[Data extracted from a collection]
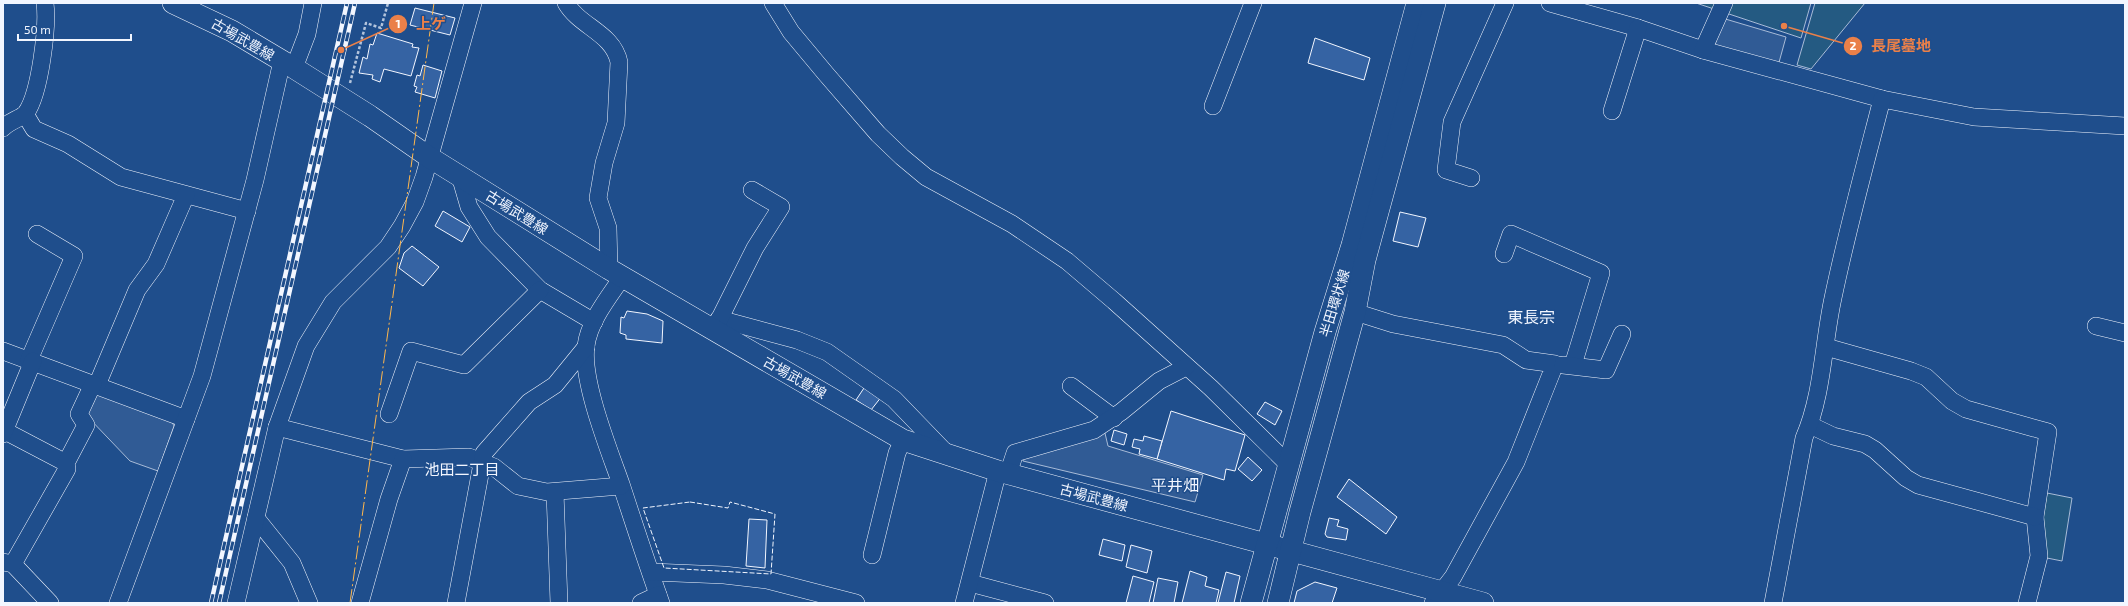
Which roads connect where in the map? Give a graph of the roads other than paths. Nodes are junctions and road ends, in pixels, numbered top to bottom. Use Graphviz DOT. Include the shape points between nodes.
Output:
graph roads {
  1 [pos="44,3"];
  2 [pos="173,3"];
  3 [pos="312,3"];
  4 [pos="473,3"];
  5 [pos="566,3"];
  6 [pos="773,3"];
  7 [pos="1253,3"];
  8 [pos="1417,3"];
  9 [pos="1435,3"];
  10 [pos="1504,3"];
  11 [pos="1550,3"];
  12 [pos="1724,3"];
  13 [pos="1638,28"];
  14 [pos="1703,50"];
  15 [pos="288,65"];
  16 [pos="1882,99"];
  17 [pos="1213,106"];
  18 [pos="1612,111"];
  19 [pos="25,114"];
  20 [pos="2125,126"];
  21 [pos="3,128"];
  22 [pos="429,157"];
  23 [pos="460,176"];
  24 [pos="1471,178"];
  25 [pos="752,190"];
  26 [pos="186,194"];
  27 [pos="247,211"];
  28 [pos="37,234"];
  29 [pos="1504,254"];
  30 [pos="616,272"];
  31 [pos="540,290"];
  32 [pos="1355,312"];
  33 [pos="594,322"];
  34 [pos="716,324"];
  35 [pos="2096,326"];
  36 [pos="2125,333"];
  37 [pos="1622,334"];
  38 [pos="586,347"];
  39 [pos="1826,347"];
  40 [pos="3,351"];
  41 [pos="31,360"];
  42 [pos="1554,364"];
  43 [pos="1573,365"];
  44 [pos="1186,367"];
  45 [pos="95,384"];
  46 [pos="1071,386"];
  47 [pos="389,414"];
  48 [pos="1114,418"];
  49 [pos="186,419"];
  50 [pos="1810,425"];
  51 [pos="277,427"];
  52 [pos="4,433"];
  53 [pos="903,440"];
  54 [pos="949,456"];
  55 [pos="403,459"];
  56 [pos="481,462"];
  57 [pos="66,463"];
  58 [pos="1288,464"];
  59 [pos="1003,472"];
  60 [pos="621,486"];
  61 [pos="555,492"];
  62 [pos="2035,517"];
  63 [pos="256,518"];
  64 [pos="1267,544"];
  65 [pos="1291,550"];
  66 [pos="872,555"];
  67 [pos="8,563"];
  68 [pos="651,572"];
  69 [pos="970,583"];
  70 [pos="1437,598"];
  71 [pos="659,599"];
  72 [pos="849,602"];
  73 [pos="50,603"];
  74 [pos="118,603"];
  75 [pos="236,603"];
  76 [pos="309,603"];
  77 [pos="360,603"];
  78 [pos="456,603"];
  79 [pos="559,603"];
  80 [pos="641,603"];
  81 [pos="964,603"];
  82 [pos="1045,603"];
  83 [pos="1251,603"];
  84 [pos="1278,603"];
  85 [pos="1482,603"];
  86 [pos="1773,603"];
  87 [pos="2028,603"];
  1 -- 19 [label="street" via="44,47 36,86"];
  2 -- 15 [label="main road, 古場武豊線" via="232,32"];
  3 -- 15 [label="street" via="306,34"];
  4 -- 22 [label="street"];
  5 -- 30 [label="street" via="574,13 612,44 620,62 616,123 604,163 598,198 608,228"];
  6 -- 44 [label="street" via="791,32 826,74 878,134 902,157 926,177 1012,224 1067,261"];
  7 -- 17 [label="street"];
  8 -- 58 [label="main road, 半田環状線" via="1352,245"];
  9 -- 32 [label="main road, 半田環状線" via="1365,260"];
  10 -- 24 [label="street" via="1452,122 1446,170"];
  11 -- 13 [label="street"];
  12 -- 14 [label="street"];
  13 -- 14 [label="street"];
  13 -- 18 [label="street"];
  14 -- 16 [label="street"];
  15 -- 22 [label="main road, 古場武豊線" via="370,116"];
  15 -- 27 [label="street"];
  16 -- 20 [label="street" via="1974,117"];
  16 -- 39 [label="street" via="1832,299"];
  19 -- 21 [label="street"];
  19 -- 26 [label="street" via="34,129 68,144 121,177"];
  22 -- 23 [label="main road, 古場武豊線"];
  22 -- 51 [label="street" via="415,202 402,226 388,247 333,302 316,328 295,373"];
  23 -- 30 [label="main road, 古場武豊線"];
  23 -- 31 [label="street" via="469,207 488,236"];
  25 -- 34 [label="street" via="781,207 755,248"];
  26 -- 27 [label="street"];
  26 -- 45 [label="street" via="156,264 137,290"];
  27 -- 49 [label="street" via="220,315"];
  28 -- 41 [label="street" via="74,256"];
  29 -- 43 [label="street" via="1511,234 1601,273"];
  30 -- 33 [label="street"];
  30 -- 34 [label="main road, 古場武豊線"];
  31 -- 33 [label="street"];
  31 -- 47 [label="street" via="464,365 411,352"];
  32 -- 42 [label="street" via="1394,324 1503,345 1526,360"];
  32 -- 65 [label="main road, 半田環状線"];
  33 -- 38 [label="street"];
  34 -- 53 [label="main road, 古場武豊線"];
  34 -- 54 [label="street" via="797,340 827,352 894,399"];
  35 -- 36 [label="street"];
  37 -- 43 [label="street" via="1606,370"];
  38 -- 56 [label="street" via="555,385 529,402 507,425 484,453"];
  38 -- 60 [label="street" via="587,371 601,426"];
  39 -- 50 [label="street"];
  39 -- 62 [label="street" via="1911,371 1926,378 1952,401 1966,409 2048,432"];
  40 -- 41 [label="street"];
  41 -- 45 [label="street"];
  41 -- 52 [label="street"];
  42 -- 43 [label="street"];
  42 -- 70 [label="street" via="1516,462 1453,577"];
  44 -- 48 [label="street" via="1159,380"];
  44 -- 58 [label="street" via="1211,388"];
  45 -- 49 [label="street"];
  45 -- 57 [label="street" via="79,414 86,425"];
  46 -- 48 [label="street"];
  48 -- 59 [label="street" via="1081,436 1015,453"];
  49 -- 74 [label="street"];
  50 -- 62 [label="street" via="1833,436 1870,447 1918,485"];
  50 -- 86 [label="street" via="1804,438"];
  51 -- 55 [label="street"];
  51 -- 63 [label="street"];
  52 -- 57 [label="street"];
  53 -- 54 [label="main road, 古場武豊線"];
  53 -- 66 [label="street" via="897,452"];
  54 -- 59 [label="main road, 古場武豊線"];
  55 -- 56 [label="street" via="470,457"];
  55 -- 77 [label="street"];
  56 -- 61 [label="street" via="494,467 518,486"];
  56 -- 78 [label="street"];
  57 -- 67 [label="street" via="66,469"];
  58 -- 64 [label="main road, 半田環状線"];
  59 -- 64 [label="main road, 古場武豊線"];
  59 -- 69 [label="street"];
  60 -- 61 [label="street"];
  60 -- 68 [label="street"];
  61 -- 79 [label="street"];
  62 -- 87 [label="street" via="2039,556"];
  63 -- 75 [label="street"];
  63 -- 76 [label="street" via="292,562"];
  64 -- 65 [label="main road, 古場武豊線"];
  64 -- 83 [label="main road, 半田環状線"];
  65 -- 70 [label="main road, 古場武豊線"];
  65 -- 84 [label="main road, 半田環状線"];
  67 -- 73 [label="street"];
  68 -- 71 [label="street"];
  68 -- 72 [label="street" via="724,575 767,580"];
  69 -- 81 [label="street"];
  69 -- 82 [label="street"];
  70 -- 85 [label="main road, 古場武豊線"];
  71 -- 80 [label="street"];
}
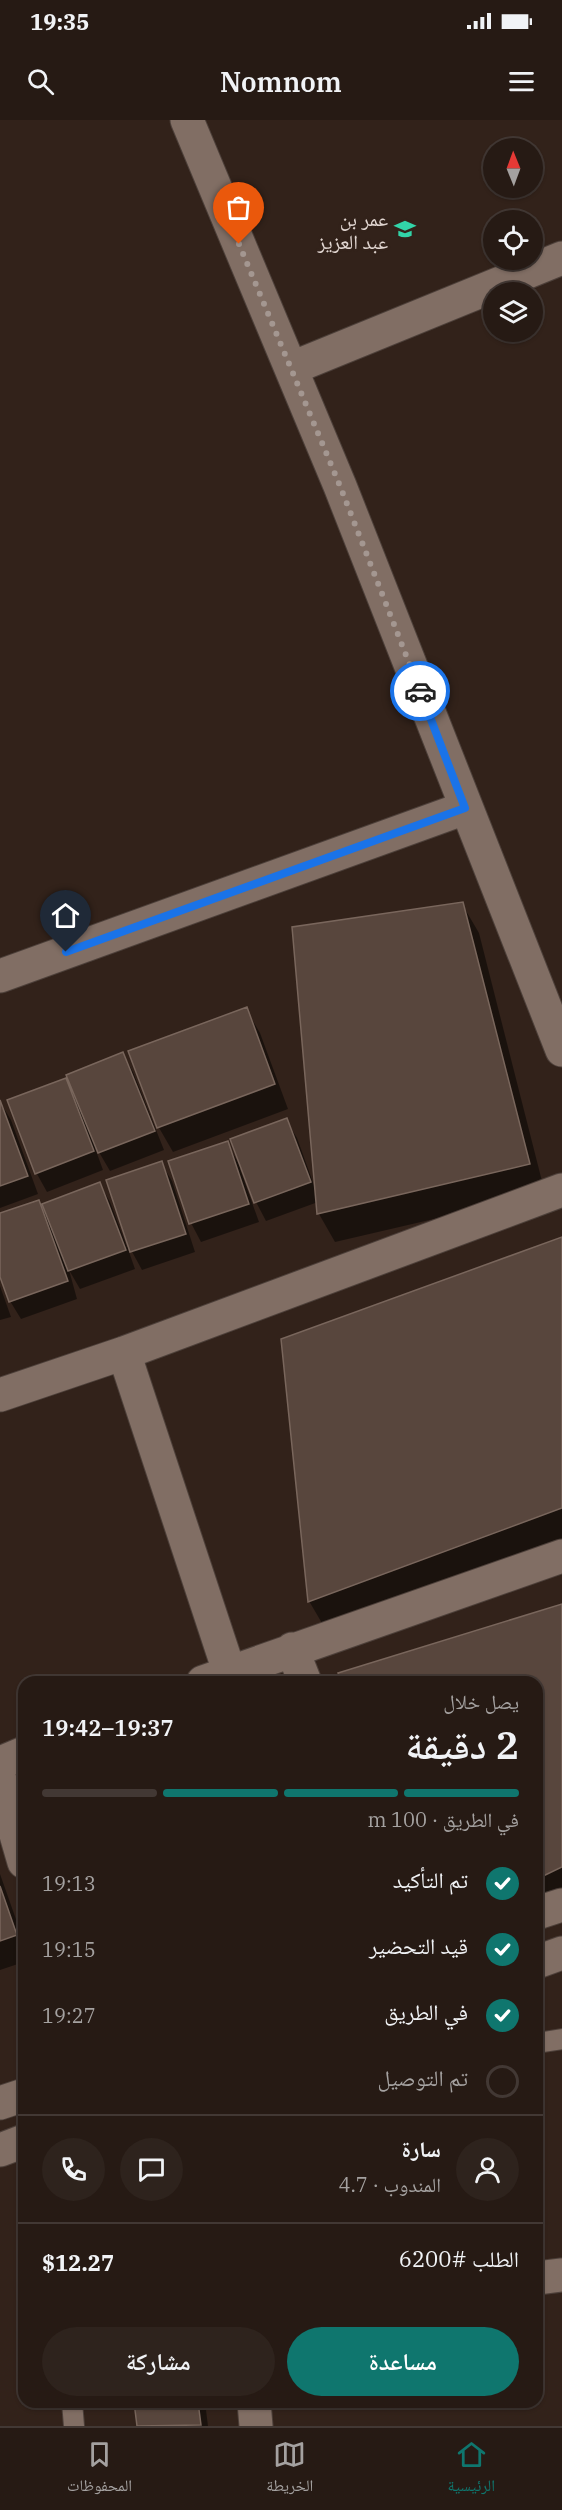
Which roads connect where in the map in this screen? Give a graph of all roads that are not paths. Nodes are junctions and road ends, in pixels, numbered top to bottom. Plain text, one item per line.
1 (187, 120) edge
2 (562, 258) edge
3 (292, 368) junction
4 (465, 808) junction
5 (0, 976) edge
6 (562, 1050) edge
7 (562, 1190) edge
8 (124, 1353) junction
9 (0, 1395) edge
10 (562, 1556) edge
11 (292, 1649) junction
12 (216, 1676) edge
13 (302, 1676) edge
14 (18, 1755) edge
15 (0, 1762) edge
16 (0, 1780) edge
17 (18, 1842) edge
18 (562, 1905) edge
19 (543, 1911) edge
20 (562, 1953) edge
21 (543, 1960) edge
22 (562, 2039) edge
23 (543, 2042) edge
24 (18, 2097) edge
25 (0, 2103) edge
26 (18, 2143) edge
27 (0, 2150) edge
28 (562, 2275) edge
29 (543, 2277) edge
30 (72, 2408) edge
31 (254, 2408) edge
32 (74, 2426) edge
33 (256, 2426) edge

1 - 3 street
2 - 3 street
3 - 4 street
4 - 5 street
4 - 6 street
7 - 8 street
8 - 9 street
8 - 12 street
10 - 11 street
11 - 12 street
11 - 13 street
14 - 15 street
16 - 17 street
18 - 19 street
20 - 21 street
22 - 23 lane
24 - 25 street
26 - 27 street
28 - 29 street
30 - 32 lane
31 - 33 street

ASSIGNMENT:
From the line containing "Which roads connect where in the map in" to the last line of the data above, copy each line exactly and add nothing.

SOLUTION:
Which roads connect where in the map in this screen? Give a graph of all roads that are not paths. Nodes are junctions and road ends, in pixels, numbered top to bottom. Plain text, one item per line.
1 (187, 120) edge
2 (562, 258) edge
3 (292, 368) junction
4 (465, 808) junction
5 (0, 976) edge
6 (562, 1050) edge
7 (562, 1190) edge
8 (124, 1353) junction
9 (0, 1395) edge
10 (562, 1556) edge
11 (292, 1649) junction
12 (216, 1676) edge
13 (302, 1676) edge
14 (18, 1755) edge
15 (0, 1762) edge
16 (0, 1780) edge
17 (18, 1842) edge
18 (562, 1905) edge
19 (543, 1911) edge
20 (562, 1953) edge
21 (543, 1960) edge
22 (562, 2039) edge
23 (543, 2042) edge
24 (18, 2097) edge
25 (0, 2103) edge
26 (18, 2143) edge
27 (0, 2150) edge
28 (562, 2275) edge
29 (543, 2277) edge
30 (72, 2408) edge
31 (254, 2408) edge
32 (74, 2426) edge
33 (256, 2426) edge

1 - 3 street
2 - 3 street
3 - 4 street
4 - 5 street
4 - 6 street
7 - 8 street
8 - 9 street
8 - 12 street
10 - 11 street
11 - 12 street
11 - 13 street
14 - 15 street
16 - 17 street
18 - 19 street
20 - 21 street
22 - 23 lane
24 - 25 street
26 - 27 street
28 - 29 street
30 - 32 lane
31 - 33 street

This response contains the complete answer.